During the Syracuse shoot-around on Saturday afternoon, Richardson got the chance to meet NBA shooting legend Reggie Miller, who was broadcasting the game for TBS. Assistant coach Mike Hopkins asked Miller if he had any advice for the freshman, who in turn told him that as a shooter, he needed to have a short memory. He couldn’t hold on to the ones he missed. And on Sunday, when things weren’t going well, he thought of that moment.

Trevor Cooney never found his 3-point stroke. Michael Gbinije had just 11 points. Everyone else combined for just 26. The offense came from Richardson when there was no one else willing or able to step up.

“Malachi’s been awesome, man,” Cooney said. “He took this second half over. I just told him, keep being aggressive. You’re gonna get those foul calls. The ball’s gonna go in for you.”

The celebration on the court was wild and all over the place. A blur to everyone who was asked about it. Cooney was hounded by reporters on the court, sweat still dripping from his head as he caught his breath. Dajuan Coleman boasted that his powerful and frustrated slap of his towel on the hardwood when the team went down by 14 was the sign of life, the beginning of a comeback.

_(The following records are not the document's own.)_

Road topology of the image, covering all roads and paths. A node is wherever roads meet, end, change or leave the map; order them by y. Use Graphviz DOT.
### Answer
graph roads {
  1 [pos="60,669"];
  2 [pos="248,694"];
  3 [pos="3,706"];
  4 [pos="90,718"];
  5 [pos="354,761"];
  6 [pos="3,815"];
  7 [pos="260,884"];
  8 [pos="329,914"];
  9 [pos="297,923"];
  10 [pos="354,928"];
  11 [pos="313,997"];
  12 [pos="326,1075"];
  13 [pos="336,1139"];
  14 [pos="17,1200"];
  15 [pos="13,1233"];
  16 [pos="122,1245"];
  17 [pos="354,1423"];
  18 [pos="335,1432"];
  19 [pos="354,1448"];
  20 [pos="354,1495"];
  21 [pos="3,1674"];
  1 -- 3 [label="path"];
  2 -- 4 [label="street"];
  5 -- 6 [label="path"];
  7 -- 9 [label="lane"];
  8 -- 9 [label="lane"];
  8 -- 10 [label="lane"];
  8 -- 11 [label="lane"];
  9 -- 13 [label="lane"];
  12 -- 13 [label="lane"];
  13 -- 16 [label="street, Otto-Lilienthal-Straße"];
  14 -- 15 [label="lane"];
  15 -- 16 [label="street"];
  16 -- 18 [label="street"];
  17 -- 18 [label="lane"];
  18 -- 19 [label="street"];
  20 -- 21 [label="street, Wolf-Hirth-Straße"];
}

The walk-ons took selfies with each other. Former Syracuse players Rakeem Christmas, Tyler Ennis and C.J. Fair watched the celebration from afar on the other side of the court. Director of athletics Mark Coyle waited patiently for his turn to climb the ladder and cut down part of the net.

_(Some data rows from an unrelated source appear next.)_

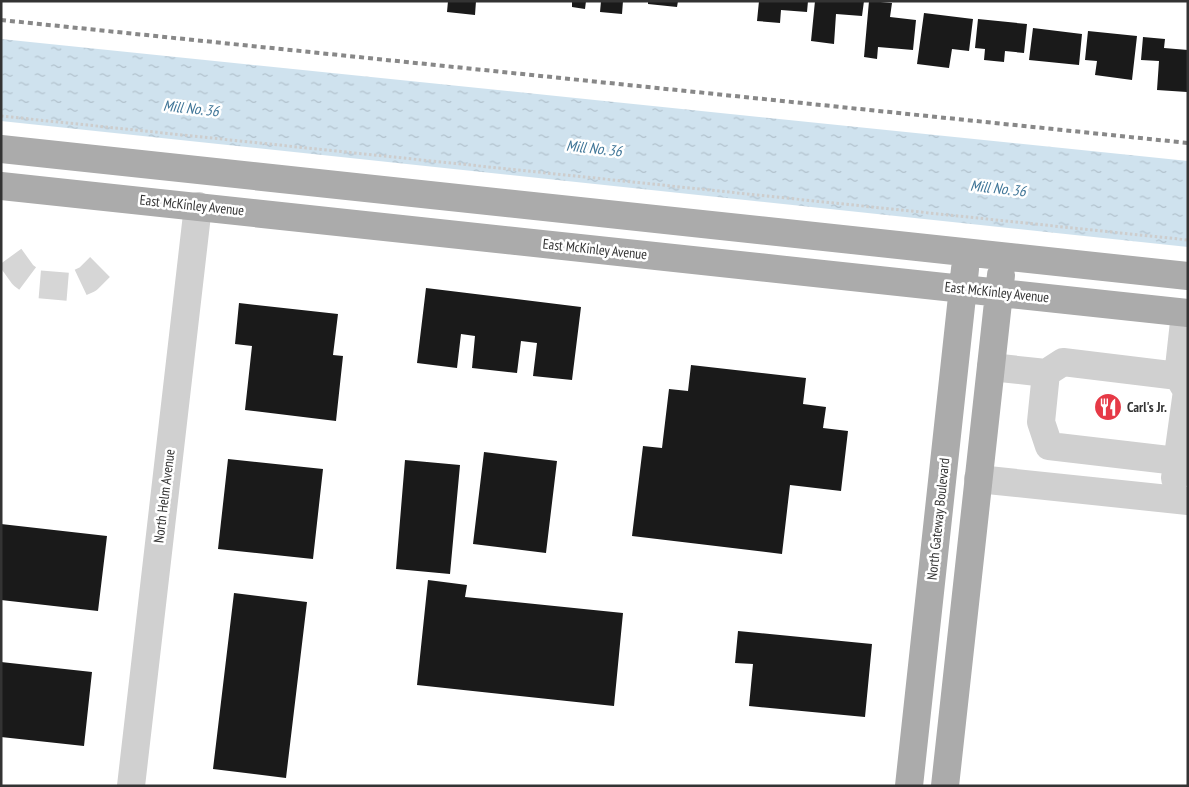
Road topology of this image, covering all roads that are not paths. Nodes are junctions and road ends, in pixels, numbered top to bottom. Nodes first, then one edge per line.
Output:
1 (1, 149) edge
2 (1, 186) edge
3 (444, 197) junction
4 (198, 206) junction
5 (967, 253) junction
6 (1003, 256) junction
7 (1188, 276) edge
8 (963, 288) junction
9 (999, 293) junction
10 (1186, 313) edge
11 (991, 367) junction
12 (1046, 373) junction
13 (1178, 376) junction
14 (1177, 461) junction
15 (978, 479) junction
16 (1180, 500) edge
17 (131, 786) edge
18 (909, 786) edge
19 (944, 786) edge

1 - 3 main road
2 - 4 main road, East McKinley Avenue
3 - 4 main road
3 - 5 main road
4 - 8 main road, East McKinley Avenue
4 - 17 street, North Helm Avenue
5 - 6 main road
5 - 8 main road, North Gateway Boulevard
6 - 7 main road
6 - 9 main road
8 - 9 main road, East McKinley Avenue
8 - 18 main road, North Gateway Boulevard
9 - 10 main road, East McKinley Avenue
9 - 11 main road
10 - 13 street
11 - 12 street
11 - 15 main road
12 - 13 street
12 - 14 street
13 - 14 street
14 - 16 street
15 - 16 street
15 - 19 main road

There was the coach that has been through it all, with a hoarse voice and a Final Four hat atop his head, and he thanked all the Syracuse fans. He was suspended nine games and no one’s stopped asking him to talk about it since. He got in Richardson’s ear when Syracuse needed him to step up. Most importantly, he kept the Orange from giving up.

When he walked into the locker room, all the hoopla had died down. The walk-ons affectionately started yelling “GOAT” at him, a reference to the “greatest of all time”. He picked up some chicken fingers that were being given out to the team. He looked at his cell phone, walked to the corner of the locker room, sat down, crossed his legs and let out a loud sigh.

His team, against all odds, had found a way. And it still isn’t over.

“I mean, I thought we deserved to be in the Tournament,” the 40-year SU head coach said. “But I certainly didn’t — I wasn’t planning on getting to the Final Four.”